Woke Twitter could bring down your campaign and cause severe reputational damage. Here's why this audience should be considered as an essential part of the strategic and creative process.
The other day I saw a Corsa Lite in traffic and had a flashback to the award-winning Raj and Raj campaign
that flighted in the mid-2000s. I don't think it would last a week in 2016 - a campaign based on two white guys ripping off Indian accents? It wouldn't survive the social media outrage.
These days, I assess every campaign and social media post that passes my desk through the eyes of woke Twitter. Here's why brand custodians - on both the brand and agency side - should be doing the same.

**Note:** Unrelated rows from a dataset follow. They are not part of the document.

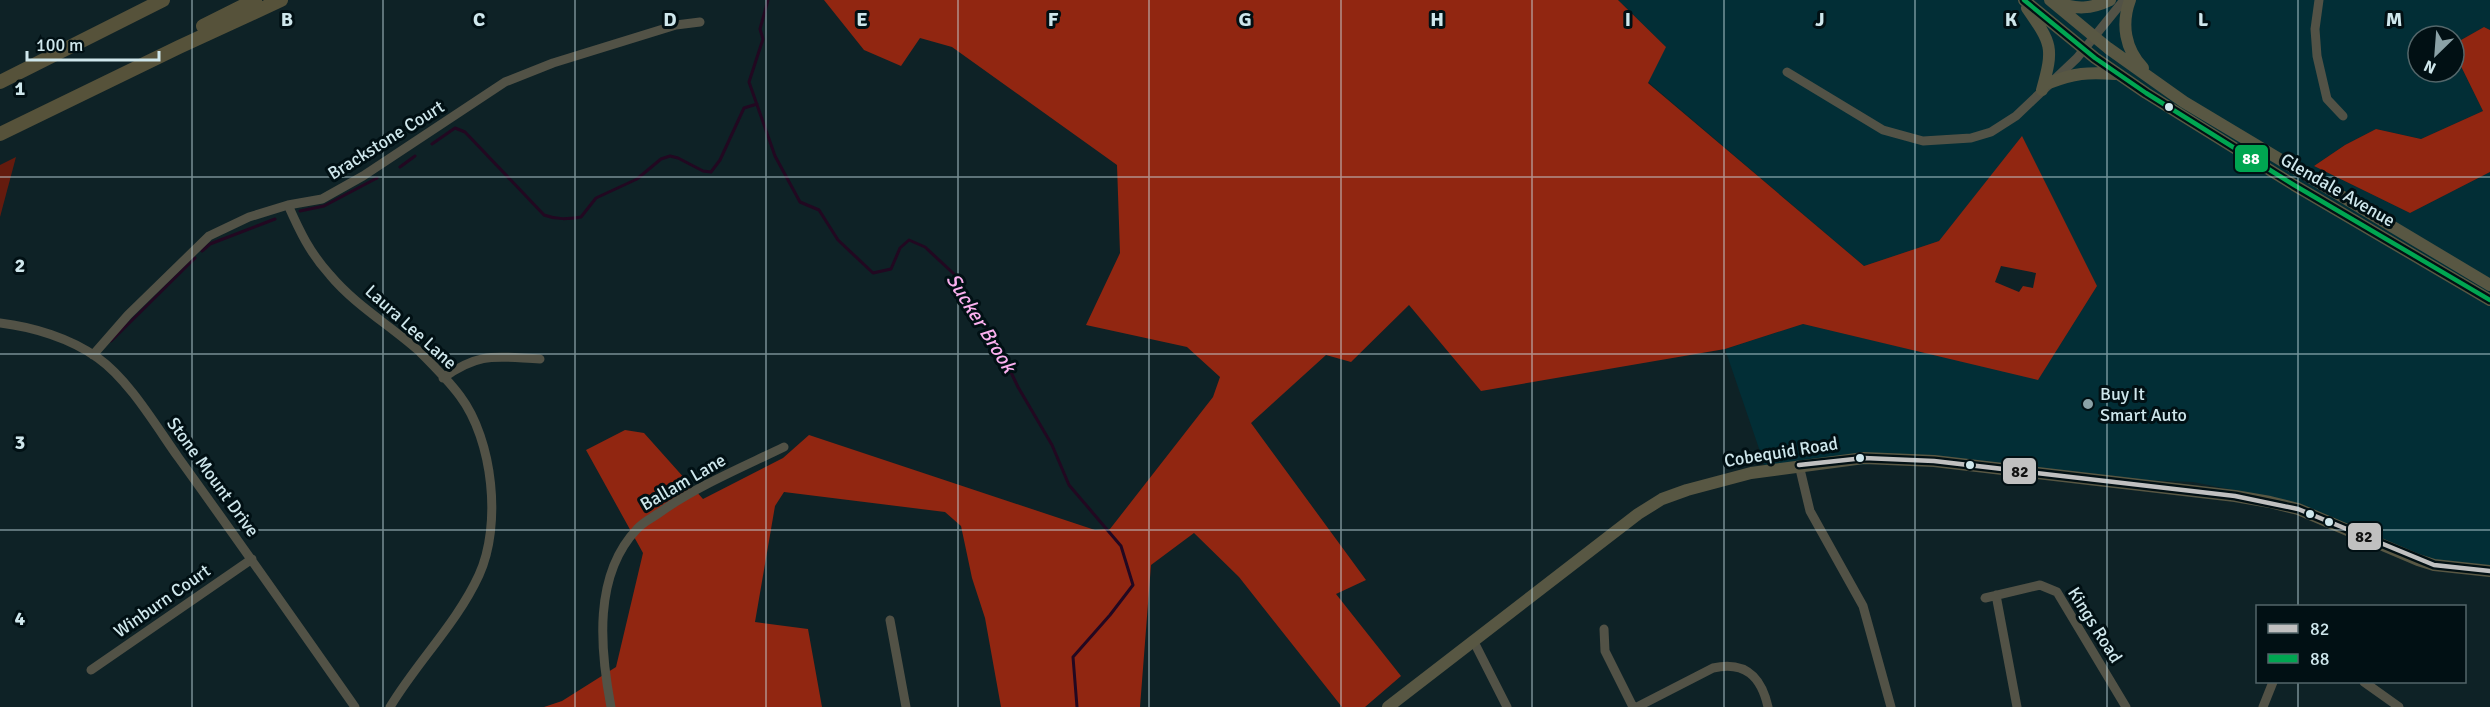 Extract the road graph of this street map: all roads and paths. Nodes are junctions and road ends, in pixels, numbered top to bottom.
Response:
1 (163, 0) edge
2 (255, 0) edge
3 (281, 0) edge
4 (2023, 0) edge
5 (2052, 0) edge
6 (2110, 0) edge
7 (2124, 0) edge
8 (2130, 0) edge
9 (2319, 0) edge
10 (700, 22) dead end
11 (2095, 37) junction
12 (2085, 50) junction
13 (1787, 72) dead end
14 (2117, 74) junction
15 (2155, 80) junction
16 (0, 82) edge
17 (2046, 86) junction
18 (2343, 116) dead end
19 (0, 126) edge
20 (0, 134) edge
21 (288, 205) junction
22 (2490, 285) edge
23 (2490, 300) edge
24 (0, 323) edge
25 (93, 355) junction
26 (540, 359) dead end
27 (443, 378) junction
28 (784, 447) dead end
29 (1799, 465) junction
30 (252, 559) junction
31 (2490, 571) edge
32 (1996, 595) junction
33 (1985, 598) dead end
34 (890, 620) dead end
35 (1604, 629) dead end
36 (1473, 640) junction
37 (91, 670) dead end
38 (2272, 683) edge
39 (2367, 683) edge
40 (355, 707) edge
41 (390, 707) edge
42 (611, 707) edge
43 (906, 707) edge
44 (1388, 707) edge
45 (1507, 707) edge
46 (1635, 707) edge
47 (1767, 707) edge
48 (1891, 707) edge
49 (2016, 707) edge
50 (2126, 707) edge
51 (2263, 707) edge
52 (2399, 707) edge

1 - 16 highway
2 - 19 highway
3 - 20 highway
4 - 12 main road, Glendale Avenue
4 - 17 main road
5 - 6 main road
5 - 11 main road, Glendale Avenue
7 - 11 street
8 - 15 main road
9 - 18 street
10 - 21 street, Brackstone Court
11 - 12 street
11 - 15 main road, Glendale Avenue
12 - 14 main road, Glendale Avenue
12 - 17 street
13 - 17 street
14 - 17 main road
14 - 23 main road, Glendale Avenue
15 - 22 main road, Glendale Avenue
21 - 25 street, Brackstone Court
21 - 27 street, Laura Lee Lane
24 - 25 street, Stone Mount Drive
25 - 30 street, Stone Mount Drive
26 - 27 street
27 - 41 street, Laura Lee Lane
28 - 42 street, Ballam Lane
29 - 31 main road, Cobequid Road
29 - 36 main road, Cobequid Road
29 - 48 street
30 - 37 street, Winburn Court
30 - 40 street, Stone Mount Drive
32 - 33 street, Kings Road
32 - 49 street
32 - 50 street, Kings Road
34 - 43 street
35 - 46 street
36 - 44 main road, Cobequid Road
36 - 45 street
38 - 51 street
39 - 52 street
46 - 47 street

Um... so what's woke Twitter?
Most clients are surprised when I mention "woke Twitter" in presentations, so I'm assuming that a lot of readers won't be familiar with the term either. "Woke Twitter" is not a formal term. It can and has been used as a pejorative, and there are a lot of people who don't like it, but it's become widely used over the past six months. Adapted from the expression "Stay woke" associated with the #BlackLivesMatter
movement, woke Twitter refers to socially aware, activist Twitter. Woke Twitter is avowedly leftist and feminist, and when they see something they don't like, they are very vocal.
How do you know you've found woke Twitter?
The best way to find woke Twitter is to look for keywords. White privilege, cishet (short for cisgender heterosexual), #feesmustfall, patriarchy, appropriation and structural racism are a good start. (If you put out a piece of communication that can be interpreted as racist, sexist, homophobic or transphobic, woke Twitter will
find you and you will soon be trending for all the wrong reasons.)
Why pay attention to woke Twitter?
Woke Twitter brought down Bic in 2015 for their Women's Day post
and played a role in driving awareness of the Appletiser social media disaster
. Conversations around #feesmustfall, racism, homophobia, transphobia and social justice are driven by woke Twitter, and this includes brand activities of all kinds. Whether it's Marie Claire advertising an unpaid internship
, a Woolworths branch featuring a half-complete Christmas display reminiscent of slave trains
, or an Eskel Jawitz listing featuring an old South African flag on display in the lounge, brand reputations are on the line, online, every single day.
But, you might say, this is not our target audience, so why does it matter?
There are no Chinese walls between target audiences and channels. Twitter is now a prime source of content for mainstream news organisations, which means that any trending topic is likely to be given even greater coverage. What happens on Twitter definitely doesn't stay on Twitter (or Facebook, for that matter, as Penny Sparrow knows only too well).
How do I assess creative work through the eyes of woke Twitter?
It helps to be familiar with the types of conversations happening online and the type of messages - deliberate or accidental - that are likely to push the wrong buttons. If you're not, find someone who is. Pay attention to imagery, copy, and the interplay between the two. Could your ad be interpreted as victim-blaming? Are you being insensitive to racial nuances? (Appletiser, for example, made the mistake of referring to a black woman as a "brunette".) If you're not sure, don't put work out into the public domain, even if it's just a Facebook post.
Should I censor creative work now?
It's important to understand that woke Twitter doesn't have to like what you're putting out - this is an audience that is skeptical of brand communication and dislikes most advertising on principle. Woke Twitter is never going to like ads that promote conventional gender roles, for example. It's when there's potential for outrage that brands have a problem. Avoid anything that can be construed as racism, sexism, homophobia or victim-blaming. Cultural appropriation is becoming more of an issue too; Woolworths recently removed a pink feather headdress on a mannequin after being called out.
What does this mean for "brave" work?
Creativity has never been about being safe. Challenging, even offensive work will always have a role - provided it is relevant. If anything, the increasing scrutiny of woke Twitter opens up the door to communication that challenges norms and creates opportunities for doing things truly differently. Campbell's soup
, for example, might have received flak from the Christian right for a 2015 ad featuring two gay dads, but earned praise for featuring a different kind of family. No more relying on clichés or stereotypes - you will be called out for them, as you should be. Brands that get this right are the brands that future-proof themselves. So don't be safe, be smart.
The increasingly influential role of social media outrage is inevitably going to impact on brands, from advertising, to in-store displays, to the personal accounts of employees. Rather than being caught on the back foot when a social media crisis arises, brand custodians should understand the new and shifting dynamics of the world in which their communication is disseminated. It's not always possible to predict when something goes wrong - but it helps to know what you're getting into.